I wrote this a While Back for a Zine Thought I’d Put it on Here today!
Spring has arrived and with it came snow. Winters last gasp, but beneath the snow the world is waking up. Skunk cabbage is pushing up through the frozen earth in swirls of purple and green. Onion grass cropped close to the ground by deer grazing. Garlic Mustard adds another hue of green to the forest floor, while above the maples are tinting the treetops in red. Spring is here even if its shy and subtle. Soon spring Peepers and Wood frogs will be calling and chirping through the night. With spring comes the time for Gardening, If your like me you’ve combed through your seed catalogs all winter plotting and planning what you want to grow. This year I’m trying some new herbs, Meadowsweet, Spilanthes, Marshmallow and Borage, as well as some I saved from last year.
Each variety of plant produces a different type of seed. Dandelions are light and fluffy blowing in the win. Burdock seeds are Velcro-like and travel far distances in the fur of animals. Some seeds are tiny like Stinging Nettles, Others are large and thick like Passion Flower. Many seeds such as vegetable and flower seeds can be planted directly in the soil but for a lot of varieties of herbal seeds there are three main types of seed preparations to use before planting and germination. They are: Scarification, Stratification, and Light dependent germination. If your not sure what type of preparation a seed needs you can usually look it up online.
Scarification is usually taken care of in nature by birds and animals. After they eat the seeds the acid in their stomachs take off the outside hard layer and when they poop them out the seeds are ready to germinate. To do this process without the aid of mother nature, you can take some sandpaper or a nail file and scrape off the outside layer of the seed until you see some of the inside white of the seed (Its endosperm). This gives the seed an easier way to sprout through its hard shell layer. You can also soak scarified seeds in warm water over night to help them on their way.
Stratification is also a process usually taken care of by nature. When a plant drops its seeds in autumn they fall to the earth and get covered up by dirt and leaves, they spend the winter under the snow, snug and cold and moist.
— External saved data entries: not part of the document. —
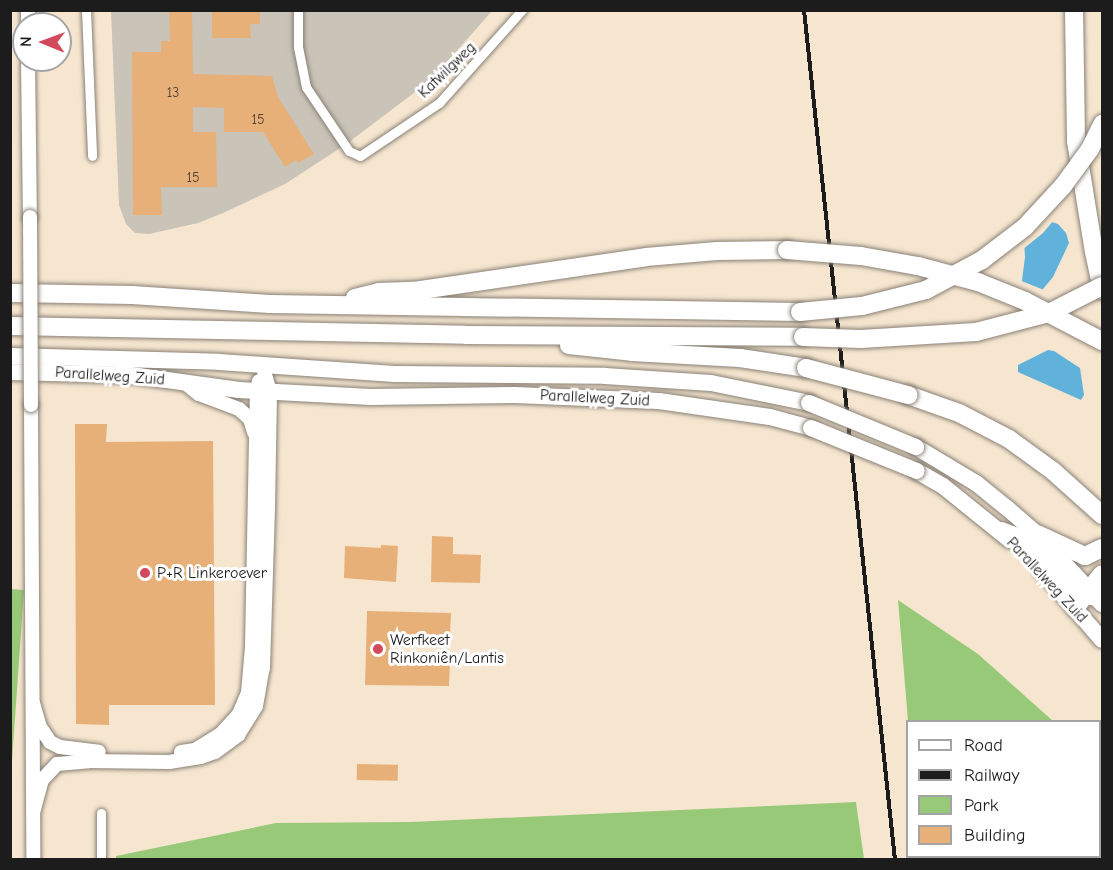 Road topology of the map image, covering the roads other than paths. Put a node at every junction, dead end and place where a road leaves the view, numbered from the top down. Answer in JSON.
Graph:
{"nodes":[{"id":1,"x":86,"y":10,"type":"edge"},
{"id":2,"x":298,"y":10,"type":"edge"},
{"id":3,"x":522,"y":10,"type":"edge"},
{"id":4,"x":1074,"y":10,"type":"edge"},
{"id":5,"x":28,"y":72,"type":"edge"},
{"id":6,"x":1102,"y":124,"type":"edge"},
{"id":7,"x":92,"y":156,"type":"dead end"},
{"id":8,"x":1102,"y":288,"type":"edge"},
{"id":9,"x":10,"y":293,"type":"edge"},
{"id":10,"x":333,"y":304,"type":"junction"},
{"id":11,"x":10,"y":326,"type":"edge"},
{"id":12,"x":466,"y":335,"type":"junction"},
{"id":13,"x":1102,"y":341,"type":"edge"},
{"id":14,"x":10,"y":356,"type":"edge"},
{"id":15,"x":263,"y":367,"type":"junction"},
{"id":16,"x":10,"y":372,"type":"edge"},
{"id":17,"x":183,"y":382,"type":"junction"},
{"id":18,"x":263,"y":391,"type":"junction"},
{"id":19,"x":255,"y":434,"type":"junction"},
{"id":20,"x":1100,"y":512,"type":"edge"},
{"id":21,"x":1001,"y":531,"type":"joint"},
{"id":22,"x":1037,"y":534,"type":"junction"},
{"id":23,"x":1102,"y":548,"type":"edge"},
{"id":24,"x":1102,"y":574,"type":"edge"},
{"id":25,"x":1092,"y":598,"type":"edge"},
{"id":26,"x":1102,"y":640,"type":"edge"},
{"id":27,"x":33,"y":703,"type":"junction"},
{"id":28,"x":33,"y":813,"type":"junction"},
{"id":29,"x":101,"y":813,"type":"dead end"},
{"id":30,"x":33,"y":860,"type":"edge"},
{"id":31,"x":101,"y":860,"type":"edge"}],
"edges":[{"from":1,"to":7,"type":"street"},
{"from":2,"to":3,"type":"street","name":"Katwilgweg"},
{"from":4,"to":8,"type":"highway"},
{"from":5,"to":27,"type":"main road","bridge":true},
{"from":6,"to":10,"type":"highway","bridge":true},
{"from":8,"to":12,"type":"highway","bridge":true},
{"from":9,"to":10,"type":"highway"},
{"from":10,"to":13,"type":"highway","bridge":true},
{"from":11,"to":12,"type":"highway"},
{"from":12,"to":20,"type":"highway","bridge":true},
{"from":14,"to":15,"type":"highway","name":"Parallelweg Zuid"},
{"from":15,"to":18,"type":"main road"},
{"from":15,"to":22,"type":"highway","name":"Parallelweg Zuid","bridge":true},
{"from":16,"to":17,"type":"highway","name":"Parallelweg Zuid"},
{"from":17,"to":18,"type":"highway","name":"Parallelweg Zuid"},
{"from":17,"to":19,"type":"main road"},
{"from":18,"to":19,"type":"main road"},
{"from":18,"to":21,"type":"highway","name":"Parallelweg Zuid","bridge":true},
{"from":18,"to":28,"type":"main road"},
{"from":19,"to":27,"type":"main road"},
{"from":21,"to":25,"type":"highway"},
{"from":22,"to":23,"type":"highway"},
{"from":22,"to":25,"type":"highway","name":"Parallelweg Zuid"},
{"from":24,"to":25,"type":"highway"},
{"from":25,"to":26,"type":"highway","name":"Parallelweg Zuid"},
{"from":27,"to":28,"type":"main road"},
{"from":28,"to":30,"type":"main road"},
{"from":29,"to":31,"type":"street"}]}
The cold frost gets the seeds embryo ready to sprout when the weather warms again in the spring. To simulate this at home you can put your seeds in a plastic bag with barely moist sand in it. Put the seeds in their bags inside a paper bag then inside the fridge. Two months is often long enough to trick the seeds into thinking it was winter. Some seeds may require a longer cold period.
The third common seed preparation is Light dependent germination. Often these seeds are tiny, they drop from the plant and lay on the surface of the soil. The heat of the sun helps them to germinate. To do this its quite simple, plant your seeds on top of the soil and tamp them into the ground gently not burying them, letting them take in lots of sun and warmth. Be careful when watering this type of seed, use a mister spray bottle to keep them from washing away.
Now that Winter is gone and Spring is here, Go out and Get your hands dirty, watch your Seeds Grow and Grow.